RADAR TULUNGAGUNG- Polemik soal program Makan Bergizi Gratis (MBG) yang dikaitkan dengan pengurangan anggaran pendidikan mendapat klarifikasi dari pemerintah. Menurut pejabat terkait, tudingan bahwa MBG akan mengganggu program pendidikan adalah narasi yang keliru.
Sejak beberapa hari terakhir, muncul kekhawatiran di kalangan masyarakat dan politisi bahwa anggaran pendidikan akan tersedot untuk program MBG. Namun, pemerintah menegaskan bahwa program ini justru bertujuan untuk meningkatkan kualitas sumber daya manusia siswa dari PAUD hingga SMA, termasuk setingkatnya.
“Program MBG ini tidak mengurangi program pendidikan sama sekali. Semua program strategis pendidikan dari periode sebelumnya tetap berjalan, bahkan ditambah,” ujar pejabat pemerintah dalam penjelasan resmi. Menurutnya, anggaran pendidikan sudah disepakati bersama DPR dan Badan Anggaran untuk tahun 2026, termasuk peruntukan MBG.
Fokus Program MBG untuk Siswa
Program MBG dirancang khusus untuk menunjang gizi siswa di sekolah, sehingga mereka dapat mengikuti pendidikan dengan optimal. Dari tahun sebelumnya, pemerintah sudah membangun dan mengoperasikan Sekolah Rakyat untuk anak-anak yang putus sekolah atau belum pernah sekolah. Siswa diberikan penginapan, pendidikan, dan makanan bergizi yang menjamin kesehatannya.
Dalam satu tahun terakhir, hampir 16.000 hingga 20.000 siswa telah terlayani melalui 166 sekolah, dan tahun ini pemerintah merencanakan pembangunan tambahan 100 sekolah lagi. Selain itu, program seperti Kartu Indonesia Pintar (KIP) tetap berjalan dan terus diperluas.
Renovasi Sekolah dan Infrastruktur Pendidikan
Sejumlah isu juga menyebutkan sekolah terbengkalai karena MBG. Pemerintah menegaskan bahwa renovasi sekolah adalah kewenangan pemerintah daerah, di mana SMA di bawah gubernur dan SD-SMP di bawah bupati/wali kota. Meski demikian, pemerintah pusat aktif mendorong perbaikan fasilitas.
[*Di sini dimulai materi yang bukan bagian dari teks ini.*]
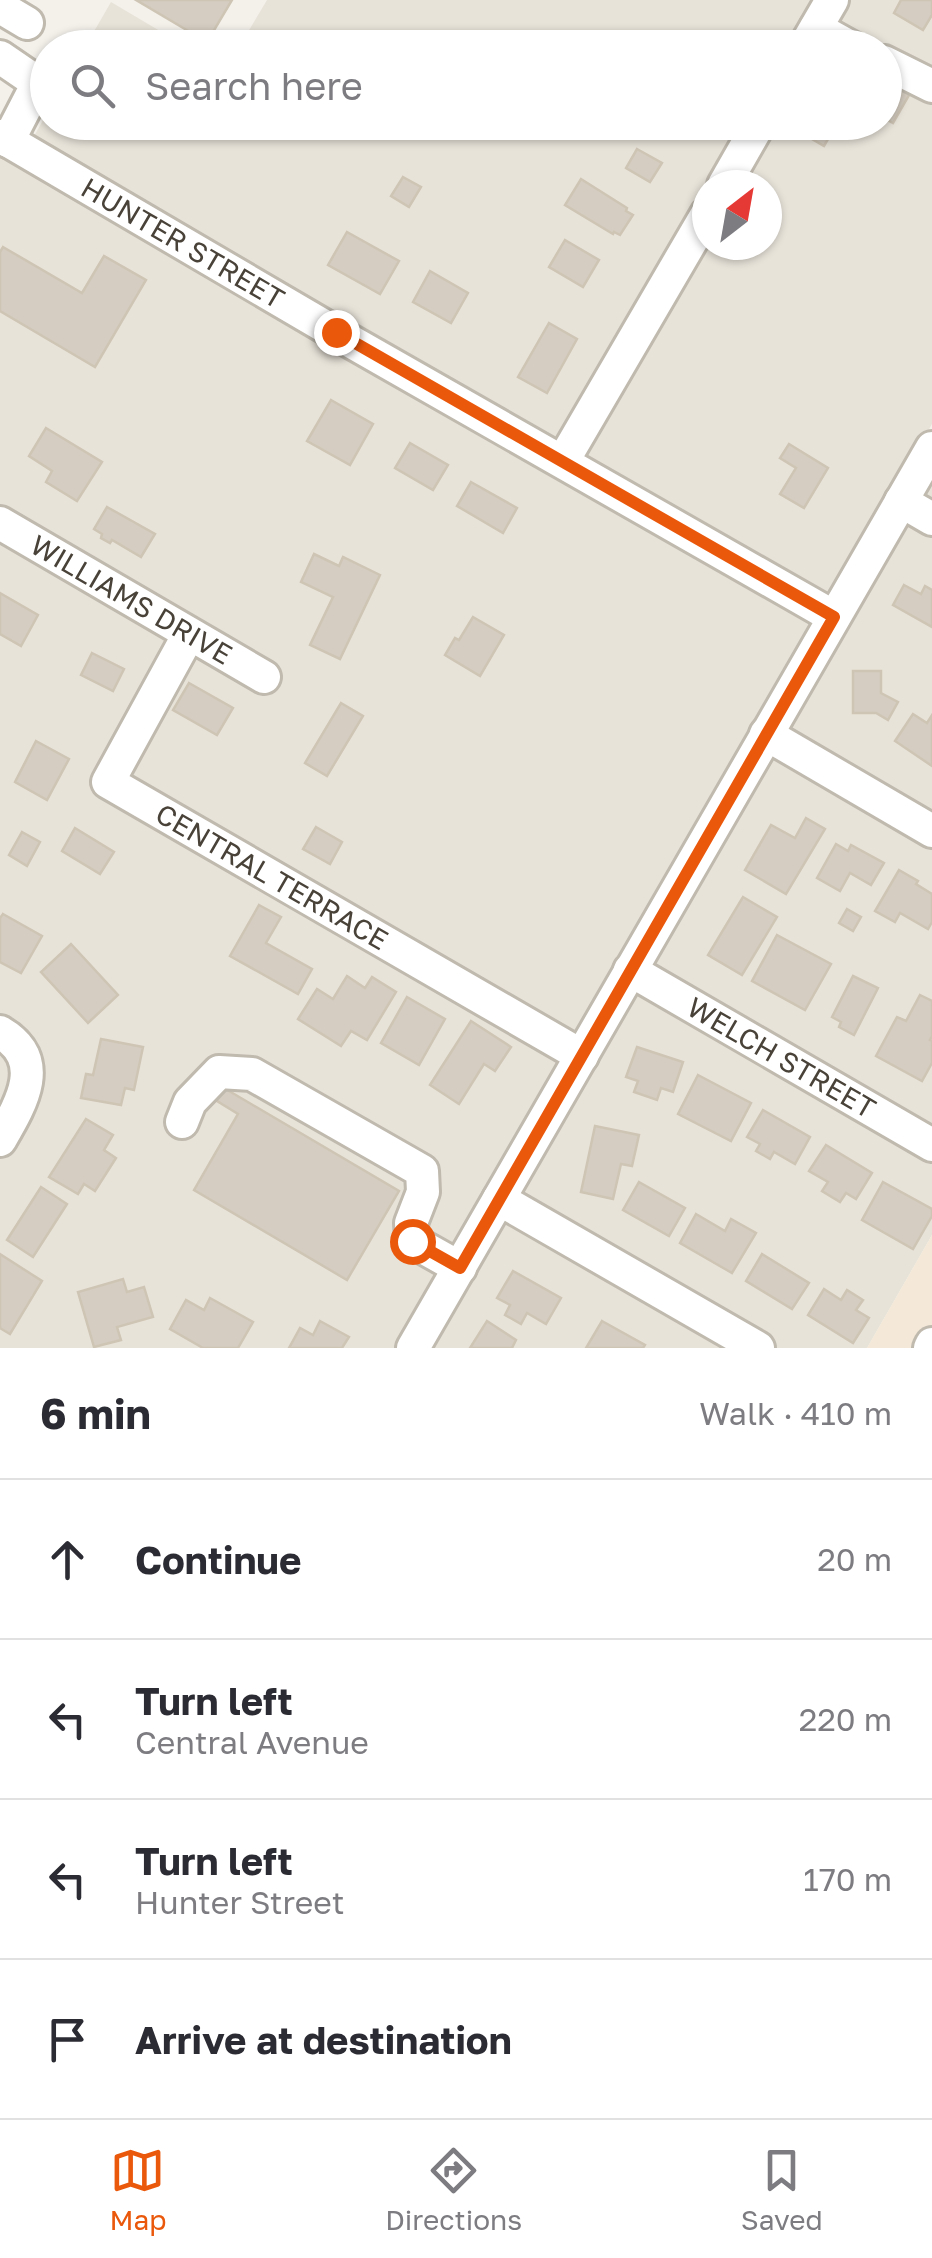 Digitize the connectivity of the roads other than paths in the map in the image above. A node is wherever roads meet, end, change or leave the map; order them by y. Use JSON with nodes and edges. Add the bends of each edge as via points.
{"nodes":[{"id":1,"x":0,"y":57,"type":"edge"},
{"id":2,"x":902,"y":71,"type":"edge"},
{"id":3,"x":30,"y":78,"type":"edge"},
{"id":4,"x":932,"y":86,"type":"edge"},
{"id":5,"x":30,"y":96,"type":"edge"},
{"id":6,"x":4,"y":138,"type":"edge"},
{"id":7,"x":750,"y":140,"type":"edge"},
{"id":8,"x":733,"y":170,"type":"edge"},
{"id":9,"x":692,"y":240,"type":"edge"},
{"id":10,"x":932,"y":448,"type":"edge"},
{"id":11,"x":563,"y":461,"type":"junction"},
{"id":12,"x":901,"y":501,"type":"junction"},
{"id":13,"x":932,"y":519,"type":"edge"},
{"id":14,"x":0,"y":523,"type":"edge"},
{"id":15,"x":834,"y":617,"type":"junction"},
{"id":16,"x":189,"y":634,"type":"junction"},
{"id":17,"x":264,"y":677,"type":"dead end"},
{"id":18,"x":766,"y":734,"type":"junction"},
{"id":19,"x":932,"y":831,"type":"edge"},
{"id":20,"x":630,"y":970,"type":"junction"},
{"id":21,"x":0,"y":1032,"type":"edge"},
{"id":22,"x":582,"y":1056,"type":"junction"},
{"id":23,"x":182,"y":1122,"type":"dead end"},
{"id":24,"x":0,"y":1140,"type":"edge"},
{"id":25,"x":932,"y":1145,"type":"edge"},
{"id":26,"x":499,"y":1199,"type":"junction"},
{"id":27,"x":460,"y":1268,"type":"junction"},
{"id":28,"x":711,"y":1336,"type":"edge"},
{"id":29,"x":413,"y":1348,"type":"edge"},
{"id":30,"x":758,"y":1348,"type":"edge"}],
"edges":[{"from":1,"to":3,"type":"street"},
{"from":2,"to":4,"type":"street"},
{"from":5,"to":6,"type":"street"},
{"from":6,"to":11,"type":"street","name":"HUNTER STREET"},
{"from":7,"to":8,"type":"street"},
{"from":9,"to":11,"type":"street"},
{"from":10,"to":12,"type":"street"},
{"from":11,"to":15,"type":"street","name":"HUNTER STREET"},
{"from":12,"to":13,"type":"street"},
{"from":12,"to":15,"type":"street"},
{"from":14,"to":16,"type":"street","name":"WILLIAMS DRIVE"},
{"from":15,"to":18,"type":"street"},
{"from":16,"to":17,"type":"street","name":"WILLIAMS DRIVE"},
{"from":16,"to":22,"type":"street","name":"CENTRAL TERRACE","via":[[108,782]]},
{"from":18,"to":19,"type":"street"},
{"from":18,"to":20,"type":"street"},
{"from":20,"to":22,"type":"street"},
{"from":20,"to":25,"type":"street","name":"WELCH STREET"},
{"from":21,"to":24,"type":"street","via":[[26,1058],[28,1085]]},
{"from":22,"to":26,"type":"street"},
{"from":23,"to":27,"type":"street","via":[[190,1102],[219,1072],[252,1074],[422,1171],[412,1241]]},
{"from":26,"to":27,"type":"street"},
{"from":26,"to":28,"type":"street"},
{"from":27,"to":29,"type":"street"},
{"from":28,"to":30,"type":"street"}]}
Tahun 2025 saja, sekitar 16.000 sekolah telah direnovasi dengan total anggaran sekitar Rp17 triliun. Selain itu, 280.000 TV digital untuk pembelajaran juga sudah didistribusikan ke sekolah-sekolah, dan jumlah ini akan terus ditingkatkan. Pemerintah juga sedang mengembangkan Sekolah Garuda, sekolah terintegrasi, serta pembangunan kampus baru.
Perhatian terhadap Guru
Tudingan bahwa guru tidak diperhatikan juga dibantah. Pemerintah memberikan insentif untuk guru honorer, tunjangan non-ASN, dan mempercepat distribusi tunjangan dari tiga bulan sekali menjadi setiap bulan.
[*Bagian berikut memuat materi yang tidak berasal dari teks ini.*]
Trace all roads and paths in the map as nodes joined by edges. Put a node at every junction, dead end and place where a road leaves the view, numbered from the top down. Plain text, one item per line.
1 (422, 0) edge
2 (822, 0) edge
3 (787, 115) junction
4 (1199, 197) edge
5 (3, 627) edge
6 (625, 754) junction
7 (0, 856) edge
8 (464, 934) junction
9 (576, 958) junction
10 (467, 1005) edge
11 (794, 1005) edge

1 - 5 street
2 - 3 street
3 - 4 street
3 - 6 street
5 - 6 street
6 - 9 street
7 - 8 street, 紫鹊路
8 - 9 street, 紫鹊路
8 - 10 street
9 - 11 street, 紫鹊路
“Insentif guru honorer yang dulu tidak pernah naik selama 20 tahun, tahun lalu baru dinaikkan menjadi Rp400.000. Tunjangan guru non-ASN meningkat dari 1,5 juta menjadi 2 juta,” jelas pejabat pemerintah. Langkah ini dimaksudkan untuk meningkatkan kesejahteraan guru tanpa mengurangi fokus pada siswa dan program pendidikan lainnya.
Anggaran Pendidikan Tetap Aman
Pemerintah menegaskan bahwa 20% APBN dialokasikan untuk pendidikan, termasuk program MBG. Tahun ini, dari total APBN Rp769,1 triliun, sekitar 20% digunakan untuk sektor pendidikan dengan peruntukan yang sudah disepakati DPR, pemerintah, dan Badan Anggaran. MBG dipandang sebagai pondasi awal untuk memperbaiki kualitas pendidikan dan memastikan siswa memperoleh gizi yang memadai.
Dengan demikian, semua program pendidikan tetap berjalan, ditingkatkan, dan lebih fokus pada siswa, sekolah, dan guru. MBG bukan hanya program kesehatan, tapi bagian integral dari strategi pendidikan jangka panjang untuk meningkatkan kualitas sumber daya manusia Indonesia.